▶ **Your goal**: Lines holding the string "where" in the listing below are to be copied.

--------

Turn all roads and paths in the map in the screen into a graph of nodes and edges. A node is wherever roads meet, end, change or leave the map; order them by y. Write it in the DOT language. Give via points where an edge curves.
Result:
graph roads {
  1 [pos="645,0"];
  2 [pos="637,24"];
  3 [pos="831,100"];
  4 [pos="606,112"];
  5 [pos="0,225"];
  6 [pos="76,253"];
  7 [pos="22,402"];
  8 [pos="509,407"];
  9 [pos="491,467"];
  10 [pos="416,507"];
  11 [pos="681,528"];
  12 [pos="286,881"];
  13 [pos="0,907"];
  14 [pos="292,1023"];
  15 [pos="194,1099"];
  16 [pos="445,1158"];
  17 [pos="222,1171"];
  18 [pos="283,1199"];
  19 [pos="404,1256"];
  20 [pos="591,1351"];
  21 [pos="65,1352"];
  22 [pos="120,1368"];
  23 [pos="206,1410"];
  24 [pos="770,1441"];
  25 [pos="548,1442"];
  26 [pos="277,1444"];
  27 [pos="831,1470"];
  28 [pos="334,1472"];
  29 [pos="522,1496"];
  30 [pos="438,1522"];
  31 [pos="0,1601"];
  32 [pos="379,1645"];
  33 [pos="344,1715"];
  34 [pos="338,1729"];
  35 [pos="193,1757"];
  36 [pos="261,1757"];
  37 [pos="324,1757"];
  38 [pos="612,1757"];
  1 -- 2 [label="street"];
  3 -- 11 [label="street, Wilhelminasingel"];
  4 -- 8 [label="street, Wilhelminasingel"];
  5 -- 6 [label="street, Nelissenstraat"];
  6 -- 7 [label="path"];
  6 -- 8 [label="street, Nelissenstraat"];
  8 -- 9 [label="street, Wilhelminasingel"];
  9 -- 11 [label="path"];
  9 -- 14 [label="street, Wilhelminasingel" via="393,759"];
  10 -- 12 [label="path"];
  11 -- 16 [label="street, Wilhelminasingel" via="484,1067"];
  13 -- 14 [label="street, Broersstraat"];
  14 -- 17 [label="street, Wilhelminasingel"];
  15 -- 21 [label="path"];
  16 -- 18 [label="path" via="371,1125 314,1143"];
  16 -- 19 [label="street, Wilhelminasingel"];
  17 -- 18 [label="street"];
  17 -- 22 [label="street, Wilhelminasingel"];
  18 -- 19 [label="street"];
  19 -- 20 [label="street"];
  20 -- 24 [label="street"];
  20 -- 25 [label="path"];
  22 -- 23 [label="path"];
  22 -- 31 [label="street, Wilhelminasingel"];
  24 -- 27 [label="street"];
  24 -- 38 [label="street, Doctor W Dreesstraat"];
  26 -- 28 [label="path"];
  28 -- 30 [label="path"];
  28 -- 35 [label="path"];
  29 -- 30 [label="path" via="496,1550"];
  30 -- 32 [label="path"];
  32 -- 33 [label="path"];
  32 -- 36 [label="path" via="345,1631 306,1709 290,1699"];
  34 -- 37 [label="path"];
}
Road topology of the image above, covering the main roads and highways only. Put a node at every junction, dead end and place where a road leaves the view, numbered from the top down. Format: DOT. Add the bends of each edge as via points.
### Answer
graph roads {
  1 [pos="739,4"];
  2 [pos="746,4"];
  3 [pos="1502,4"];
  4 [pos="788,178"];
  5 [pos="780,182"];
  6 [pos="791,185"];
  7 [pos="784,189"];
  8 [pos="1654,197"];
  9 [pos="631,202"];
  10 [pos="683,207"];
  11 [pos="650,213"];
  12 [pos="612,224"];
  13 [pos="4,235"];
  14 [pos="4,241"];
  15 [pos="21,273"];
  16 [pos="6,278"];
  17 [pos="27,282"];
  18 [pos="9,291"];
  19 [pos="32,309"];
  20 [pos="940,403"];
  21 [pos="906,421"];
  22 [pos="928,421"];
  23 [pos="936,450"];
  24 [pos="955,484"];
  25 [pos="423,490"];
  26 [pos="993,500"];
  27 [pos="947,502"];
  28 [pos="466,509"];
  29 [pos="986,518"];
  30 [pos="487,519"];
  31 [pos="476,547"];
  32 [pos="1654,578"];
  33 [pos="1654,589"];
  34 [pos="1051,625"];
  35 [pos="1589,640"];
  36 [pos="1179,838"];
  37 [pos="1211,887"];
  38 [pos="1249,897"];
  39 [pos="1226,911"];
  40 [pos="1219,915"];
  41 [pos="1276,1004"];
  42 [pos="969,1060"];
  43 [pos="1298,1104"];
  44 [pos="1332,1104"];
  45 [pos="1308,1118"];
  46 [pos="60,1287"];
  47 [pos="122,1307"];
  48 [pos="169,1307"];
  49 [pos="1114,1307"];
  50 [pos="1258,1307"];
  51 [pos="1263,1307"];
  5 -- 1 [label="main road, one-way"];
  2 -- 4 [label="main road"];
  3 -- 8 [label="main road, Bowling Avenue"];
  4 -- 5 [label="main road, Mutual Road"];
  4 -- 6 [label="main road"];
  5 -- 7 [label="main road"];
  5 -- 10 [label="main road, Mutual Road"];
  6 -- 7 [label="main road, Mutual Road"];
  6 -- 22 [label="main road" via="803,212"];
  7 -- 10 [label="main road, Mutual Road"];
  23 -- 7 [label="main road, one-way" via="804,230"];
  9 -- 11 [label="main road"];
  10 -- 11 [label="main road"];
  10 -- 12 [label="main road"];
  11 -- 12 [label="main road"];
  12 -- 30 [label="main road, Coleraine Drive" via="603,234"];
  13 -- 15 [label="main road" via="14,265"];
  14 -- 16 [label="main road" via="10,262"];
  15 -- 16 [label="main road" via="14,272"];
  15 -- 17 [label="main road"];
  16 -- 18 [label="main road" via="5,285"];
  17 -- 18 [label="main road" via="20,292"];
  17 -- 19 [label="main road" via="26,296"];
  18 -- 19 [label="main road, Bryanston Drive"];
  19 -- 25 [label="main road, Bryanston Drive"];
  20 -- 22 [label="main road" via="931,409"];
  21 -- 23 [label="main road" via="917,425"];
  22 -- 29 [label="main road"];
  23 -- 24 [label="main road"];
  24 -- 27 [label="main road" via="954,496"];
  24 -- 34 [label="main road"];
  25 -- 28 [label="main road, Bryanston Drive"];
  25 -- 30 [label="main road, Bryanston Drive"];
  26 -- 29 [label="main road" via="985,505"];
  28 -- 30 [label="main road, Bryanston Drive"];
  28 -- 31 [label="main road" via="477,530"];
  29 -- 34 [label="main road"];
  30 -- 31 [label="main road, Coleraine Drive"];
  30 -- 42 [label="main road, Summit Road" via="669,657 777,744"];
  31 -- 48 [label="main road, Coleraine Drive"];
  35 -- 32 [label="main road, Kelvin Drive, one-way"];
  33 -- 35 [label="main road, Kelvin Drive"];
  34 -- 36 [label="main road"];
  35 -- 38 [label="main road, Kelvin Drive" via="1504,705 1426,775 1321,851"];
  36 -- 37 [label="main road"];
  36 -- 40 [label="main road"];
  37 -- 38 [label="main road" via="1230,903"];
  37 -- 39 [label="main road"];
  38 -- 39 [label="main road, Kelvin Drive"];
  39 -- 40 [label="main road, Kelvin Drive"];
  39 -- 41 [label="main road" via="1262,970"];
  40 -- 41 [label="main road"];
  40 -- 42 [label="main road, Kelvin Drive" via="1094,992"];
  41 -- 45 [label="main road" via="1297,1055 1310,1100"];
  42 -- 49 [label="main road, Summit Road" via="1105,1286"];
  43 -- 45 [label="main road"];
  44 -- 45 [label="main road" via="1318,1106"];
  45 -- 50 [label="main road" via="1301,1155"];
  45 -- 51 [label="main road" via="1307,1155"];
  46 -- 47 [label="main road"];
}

--------

▶ **Answer below**:
Turn all roads and paths in the map in the screen into a graph of nodes and edges. A node is wherever roads meet, end, change or leave the map; order them by y. Write it in the DOT language. Give via points where an edge curves.
Road topology of the image above, covering the main roads and highways only. Put a node at every junction, dead end and place where a road leaves the view, numbered from the top down. Format: DOT. Add the bends of each edge as via points.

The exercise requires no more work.